Briefly, the blanket includes a foldable bodyside panel composed of double layers of thermoplastic sheet material heat-sealed together to define at least one, and preferably two, serpentine flow passages extending along zigzag pathways from an inlet opening to an adjacent outlet opening. The blanket also includes a soft, foldable exterior panel covering the entire bodyside panel with the peripheral edges of the two panels being secured together. As stated, the entire exterior surface of the blanket is composed of a loop-providing pile fabric and at least one of the main sections of the distinctively shaped planar blanket is provided with a hook-providing attachment patch which is releasably attachable to the loop-providing exterior panel in a manner that assures a snug fit over or about the area of treatment.
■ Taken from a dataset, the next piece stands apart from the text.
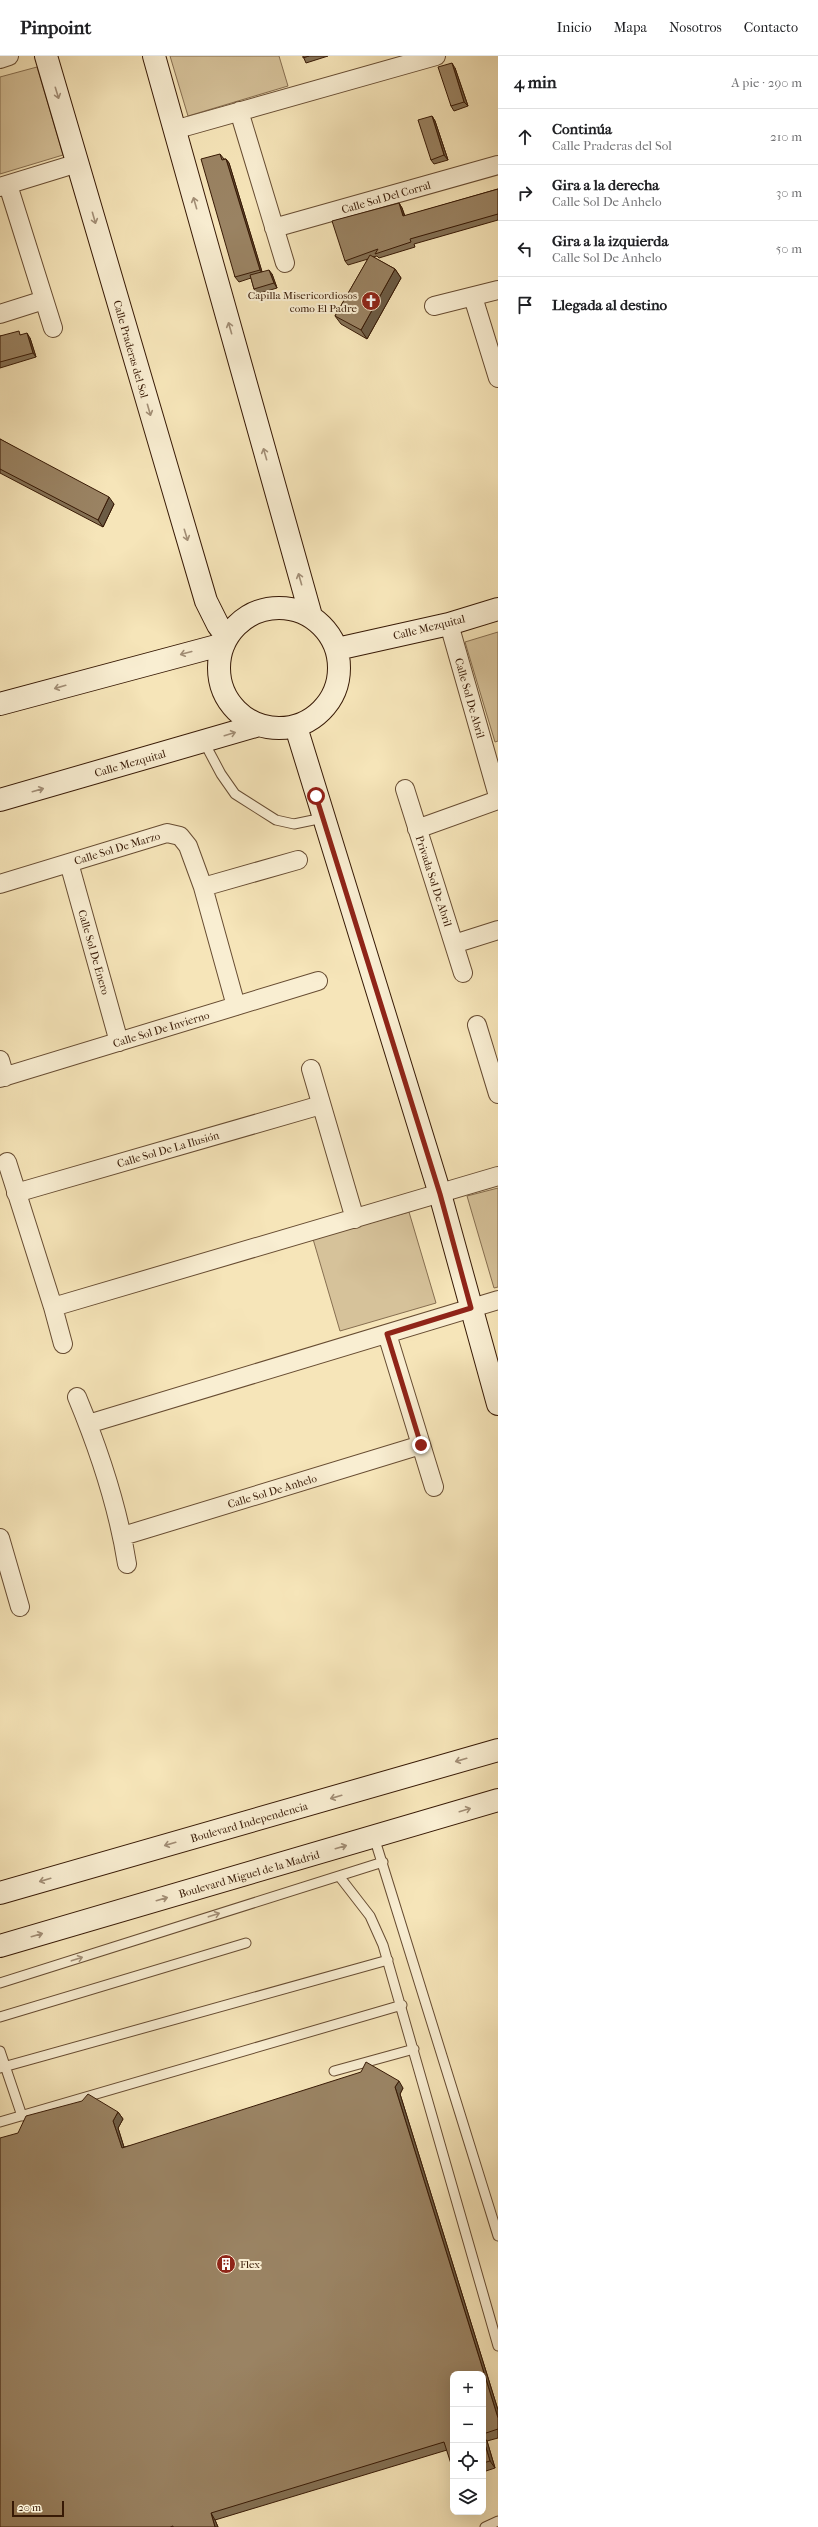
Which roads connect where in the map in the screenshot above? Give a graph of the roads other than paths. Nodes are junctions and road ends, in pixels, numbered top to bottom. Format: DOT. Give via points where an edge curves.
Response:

The integral limb-attaching means takes the form of a T-shaped section having a central strap portion terminating in an elongated limb-wrapping band portion. The parallel and flexible inlet and outlet tubes extend along the strap portion with each tube being connected at one end to an inlet or outlet opening of the blanket and at its opposite end to a fluid coupling element that overlies the exterior surface of the T-shaped section for easy access during a coupling/uncoupling operation while, at the same time, preventing twisting and kinking of the tubes and cushioning the limb from direct contact with the coupling element.
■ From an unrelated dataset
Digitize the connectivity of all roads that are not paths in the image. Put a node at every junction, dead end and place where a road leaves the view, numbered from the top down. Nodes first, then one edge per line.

When the blanket is configured for thermal treatment of a shoulder joint, it has a generally C-shaped outline that defines two main sections, one of which is intended to be folded over the top of the shoulder and the other about the shoulder's side (or uppermost arm) surface. A free edge of the second section is adjustably connected to the first section in partial overlapping relation by means of the hook-providing attachment patch which, preferably, is elastically stretchable in directions towards and away from that free edge. The shoulder blanket also includes flap portions which cover portions of the back and chest of the wearer and are adjustably connected by a body strap which extends about the wearer's body below the shoulder and arm opposite from the shoulder receiving thermal treatment. Additional means in the form of resilient foam pads and closure flaps insure close conformity of the blanket with the shoulder and promote more efficient and uniform thermal exchange. Because of its distinctive configuration, the shoulder blanket is adapted to cover either the patient's right or left shoulder with the same ease of application for achieving a close fit for efficient and effective therapy.
Other features, advantages and objects will appears from the specification and drawings.